Rosette, n, a garish wall covering. Prized and collected by cat fanciers the way scalps were prized and collected by certain warlike tribes.

Showable breeder, n, a cat with a better chance of producing a grand champion than defeating one. Distinguished from the garden variety breeder by its price.

Show bath, n, a painful and needlessly complicated cleansing process which removes a quantity of dirt and hair from a cat, multiplies it by ten, mixes it with steam and powder, and applies it to every surface in a room.

Show committee, n, the ship of state or the ship of fools, depending on who's at the helm and how treacherous the sharks in the surrounding waters are.

Show flyer, n, what the serpent had concealed inside the apple that he offered to Eve.

Standard, n, a work of fiction that artfully combines the exactitude of the Constitution with the literary flair of a blueprint. Difficult to read, nearly impossible to apply, and frequently ignored by judges.

Starting time, n, a mythical moment that most frequently occurs between 60 and 90 minutes before the first class of the day is called.

Steward, n, an underage (and duress) member of the juvenile set wearing at least one item of clothing you have never seen before and looking after a bunch of cats he or she hopes never to see again.

Third call, n, the earliest call heeded by those exhibitors who believe that the last shall be first as long as the judge sees them putting their cats in the ring.
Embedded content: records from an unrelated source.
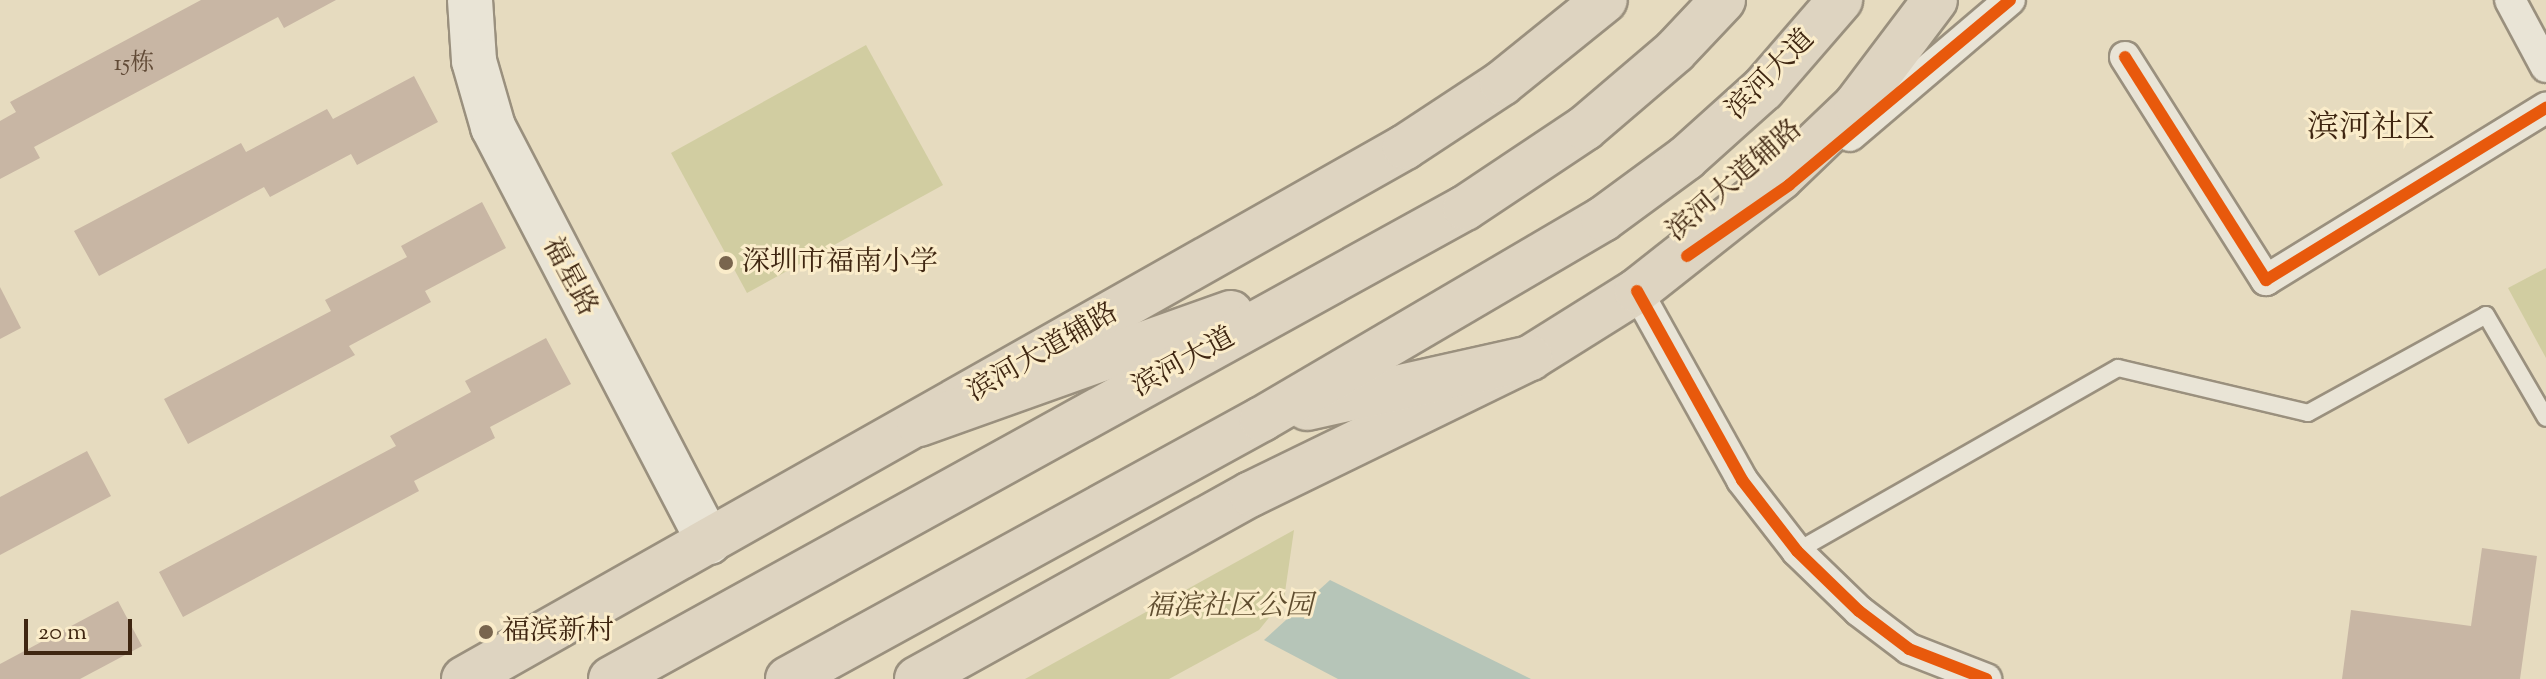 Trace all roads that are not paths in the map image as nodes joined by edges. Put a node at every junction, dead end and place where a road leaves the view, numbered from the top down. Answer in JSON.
{"nodes":[{"id":1,"x":470,"y":0,"type":"edge"},
{"id":2,"x":1605,"y":0,"type":"edge"},
{"id":3,"x":1723,"y":0,"type":"edge"},
{"id":4,"x":1840,"y":0,"type":"edge"},
{"id":5,"x":1935,"y":0,"type":"edge"},
{"id":6,"x":2010,"y":0,"type":"edge"},
{"id":7,"x":2510,"y":0,"type":"edge"},
{"id":8,"x":2125,"y":57,"type":"dead end"},
{"id":9,"x":2546,"y":67,"type":"edge"},
{"id":10,"x":2546,"y":108,"type":"edge"},
{"id":11,"x":1687,"y":256,"type":"junction"},
{"id":12,"x":1354,"y":270,"type":"junction"},
{"id":13,"x":1637,"y":291,"type":"junction"},
{"id":14,"x":1530,"y":358,"type":"junction"},
{"id":15,"x":2546,"y":418,"type":"edge"},
{"id":16,"x":1262,"y":419,"type":"junction"},
{"id":17,"x":919,"y":424,"type":"junction"},
{"id":18,"x":709,"y":542,"type":"junction"},
{"id":19,"x":1797,"y":551,"type":"junction"},
{"id":20,"x":926,"y":677,"type":"edge"},
{"id":21,"x":464,"y":679,"type":"edge"},
{"id":22,"x":611,"y":679,"type":"edge"},
{"id":23,"x":788,"y":679,"type":"edge"},
{"id":24,"x":1986,"y":679,"type":"edge"}],
"edges":[{"from":1,"to":18,"type":"main road","name":"福星路"},
{"from":2,"to":17,"type":"main road","name":"滨河大道辅路"},
{"from":3,"to":12,"type":"main road","name":"滨河大道"},
{"from":4,"to":16,"type":"main road","name":"滨河大道"},
{"from":5,"to":11,"type":"main road","name":"滨河大道辅路"},
{"from":6,"to":11,"type":"street"},
{"from":7,"to":9,"type":"street"},
{"from":8,"to":10,"type":"street"},
{"from":11,"to":13,"type":"main road","name":"滨河大道辅路"},
{"from":12,"to":17,"type":"main road"},
{"from":12,"to":22,"type":"main road","name":"滨河大道"},
{"from":13,"to":14,"type":"main road","name":"滨河大道辅路"},
{"from":13,"to":19,"type":"street"},
{"from":14,"to":16,"type":"main road"},
{"from":14,"to":20,"type":"main road","name":"滨河大道辅路"},
{"from":15,"to":19,"type":"lane"},
{"from":16,"to":23,"type":"main road","name":"滨河大道"},
{"from":17,"to":18,"type":"main road","name":"滨河大道辅路"},
{"from":18,"to":21,"type":"main road","name":"滨河大道辅路"},
{"from":19,"to":24,"type":"street"}]}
ThisisthewayIseeittoday, phrase, a porous disclaimer that judges use when they aren't convinced of the moral certitude of their decisions and suspect that you aren't going to be either.

Tiebreakers, n, what a judge does to stall for time and pray for guidance when itcouldgoeitherway. These services are usually conducted just before a judge intones, thisisthewayIseeittoday.
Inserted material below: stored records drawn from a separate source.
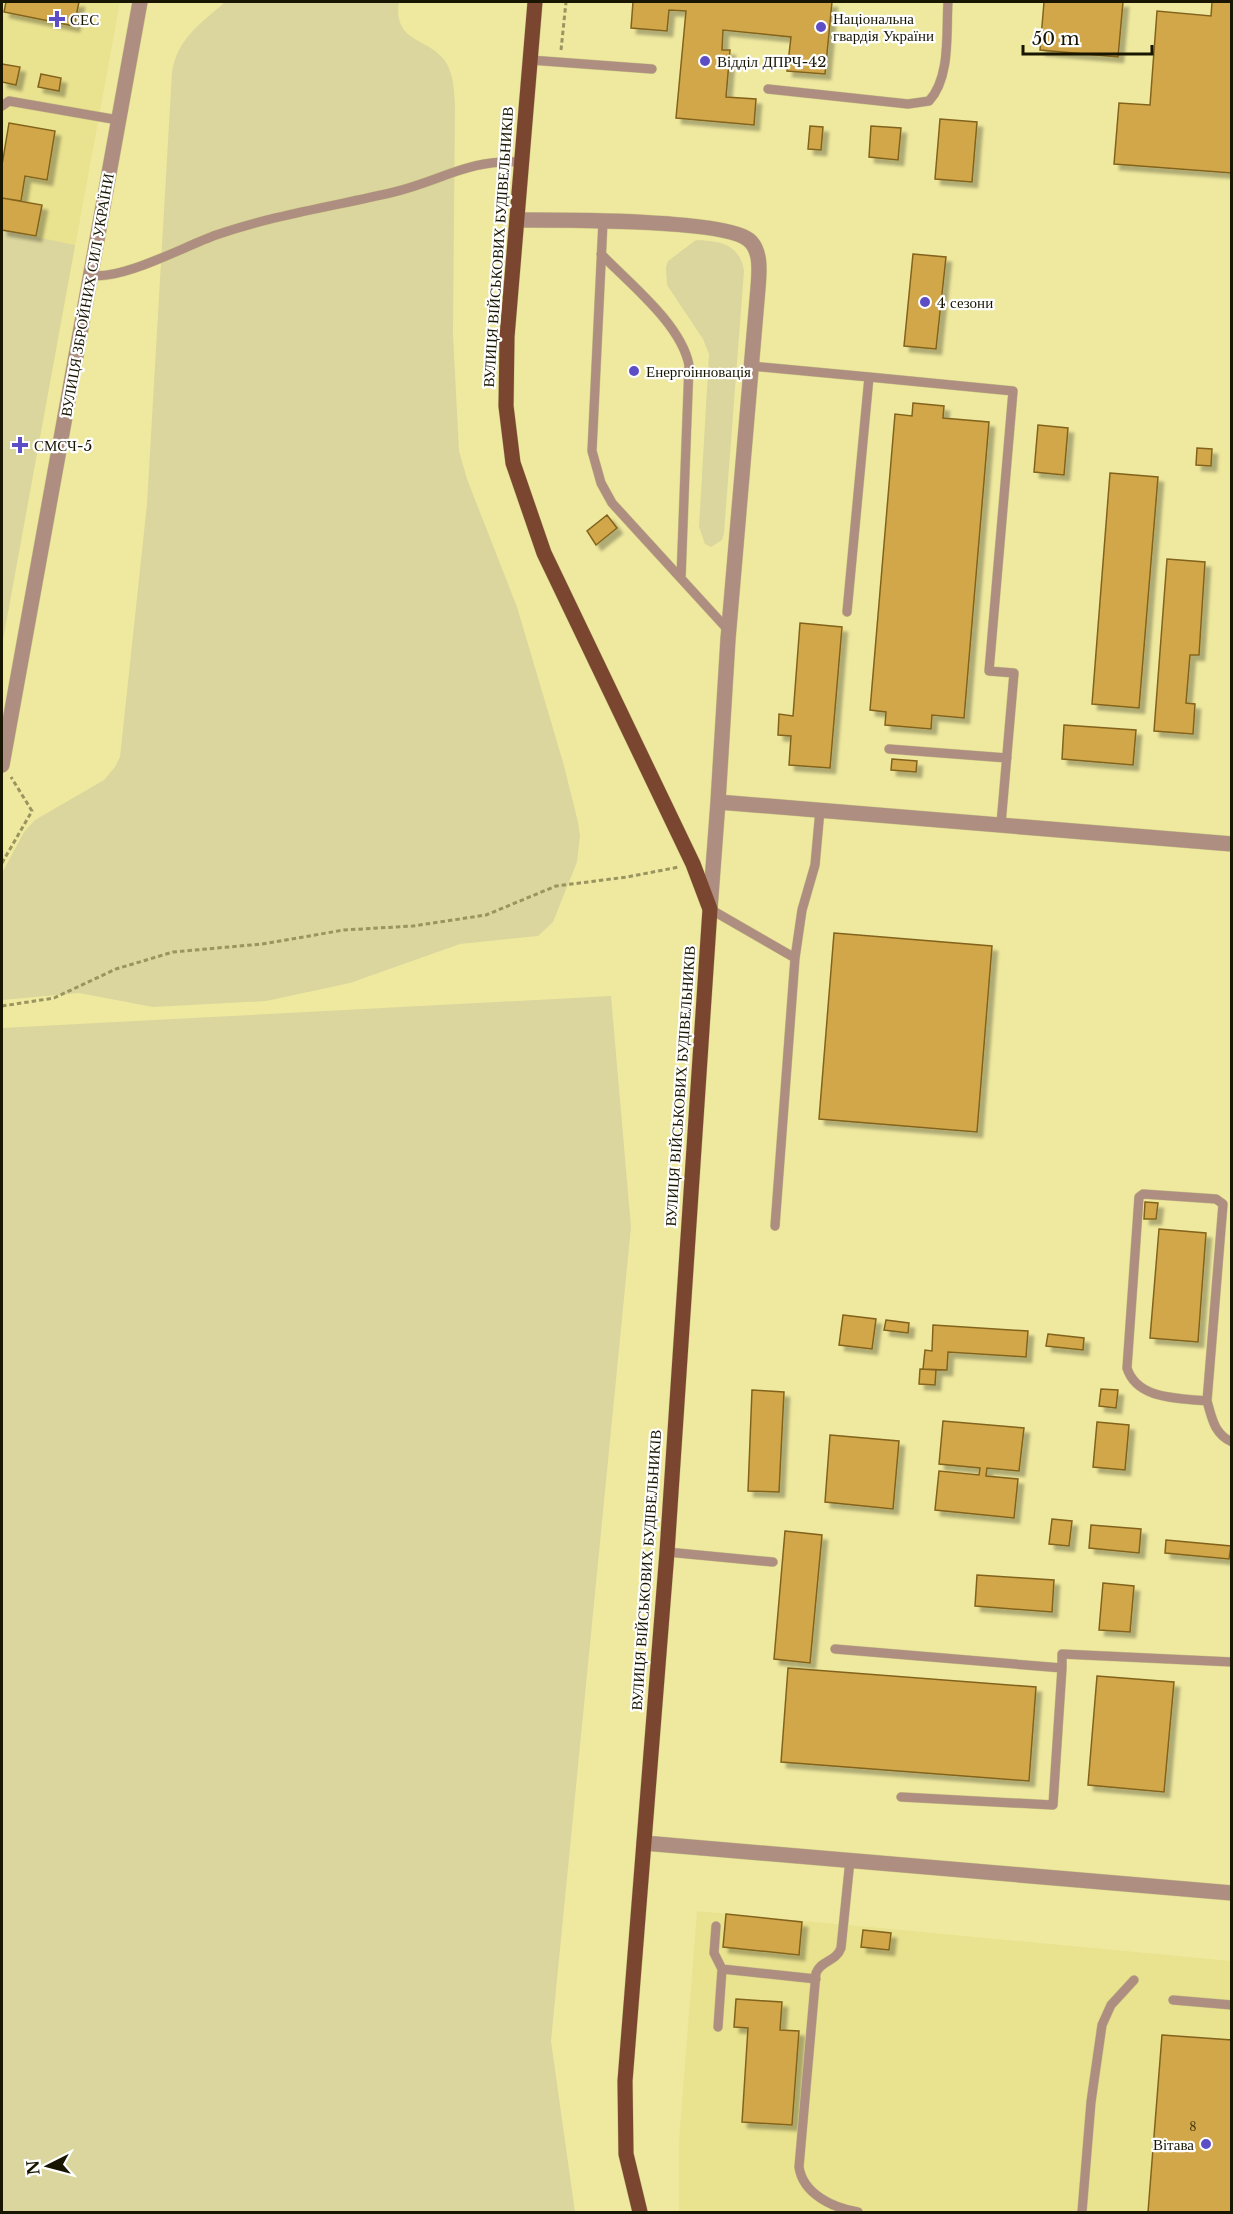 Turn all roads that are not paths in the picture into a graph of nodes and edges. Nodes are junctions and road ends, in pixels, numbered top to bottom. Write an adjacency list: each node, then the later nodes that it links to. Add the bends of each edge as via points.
1 (140, 2): 8 (street, ВУЛИЦЯ ЗБРОЙНИХ СИЛ УКРАЇНИ)
2 (535, 2): 4 (main road, ВУЛИЦЯ ВІЙСЬКОВИХ БУДІВЕЛЬНИКІВ)
3 (948, 2): 6 (lane, via 942,75 939,88 929,101 908,104)
4 (530, 60): 5 (lane); 9 (main road, ВУЛИЦЯ ВІЙСЬКОВИХ БУДІВЕЛЬНИКІВ)
5 (652, 69)
6 (768, 89)
7 (2, 106): 8 (lane, via 9,101)
8 (118, 120): 13 (street, ВУЛИЦЯ ЗБРОЙНИХ СИЛ УКРАЇНИ)
9 (522, 162): 10 (main road, ВУЛИЦЯ ВІЙСЬКОВИХ БУДІВЕЛЬНИКІВ); 13 (lane, via 497,160 475,164 395,192 219,234 112,276)
10 (517, 220): 11 (street); 26 (main road, ВУЛИЦЯ ВІЙСЬКОВИХ БУДІВЕЛЬНИКІВ, via 505,377 513,463 544,553 693,864)
11 (603, 222): 12 (lane); 14 (street, via 721,229 749,240 757,255 759,274)
12 (601, 254): 16 (lane, via 592,451 601,483 612,503); 16 (lane, via 677,333 687,353)
13 (91, 275): 21 (street, ВУЛИЦЯ ЗБРОЙНИХ СИЛ УКРАЇНИ)
14 (751, 366): 15 (lane); 18 (street)
15 (869, 377): 17 (lane); 20 (lane, via 1013,391 989,671 1014,673)
16 (681, 578): 18 (lane)
17 (847, 612)
18 (729, 631): 22 (street)
19 (889, 749): 20 (lane)
20 (1007, 758): 24 (lane)
21 (2, 764)
22 (718, 802): 23 (street); 26 (street)
23 (820, 810): 24 (street); 27 (lane, via 814,865)
24 (1001, 824): 25 (street)
25 (1232, 844)
26 (710, 909): 27 (lane); 31 (main road, ВУЛИЦЯ ВІЙСЬКОВИХ БУДІВЕЛЬНИКІВ)
27 (795, 958): 28 (lane)
28 (775, 1226)
29 (1207, 1401): 29 (lane, via 1150,1392 1132,1380 1126,1368 1139,1197 1143,1194 1216,1199 1223,1203); 30 (lane, via 1214,1426)
30 (1232, 1443)
31 (667, 1552): 32 (lane); 37 (main road, ВУЛИЦЯ ВІЙСЬКОВИХ БУДІВЕЛЬНИКІВ)
32 (773, 1562)
33 (835, 1649): 35 (lane)
34 (1230, 1662): 35 (lane, via 1062,1654)
35 (1062, 1668): 36 (lane, via 1053,1805)
36 (901, 1797)
37 (644, 1843): 38 (street); 47 (main road, ВУЛИЦЯ ВІЙСЬКОВИХ БУДІВЕЛЬНИКІВ, via 624,2107 626,2154)
38 (850, 1860): 39 (street); 42 (lane, via 841,1948 835,1959 818,1968)
39 (1232, 1893)
40 (716, 1926): 41 (lane, via 714,1953)
41 (722, 1970): 42 (lane); 46 (lane)
42 (816, 1979): 48 (lane, via 800,2172 806,2185 819,2197)
43 (1134, 1980): 49 (lane, via 1111,2005 1102,2025)
44 (1173, 2000): 45 (lane)
45 (1232, 2005)
46 (718, 2027)
47 (640, 2212)
48 (858, 2212)
49 (1082, 2212)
Titer, n, a number that--when squared and divided by 10,000-- reveals your chances (expressed as a percentage) of wiping out your entire cattery if you buy the cat whom the titer describes.

Trainee, n, an extremely nervous individual who holds up the progress of a show while trying to guess how the judge is going to hang the ribbons in a particular class.

Wednesday, n, the first day of the week on which exhibitors regain full use of their faculties. Unfortunately, the day of the week on which exhibitors begin preparing for their next show.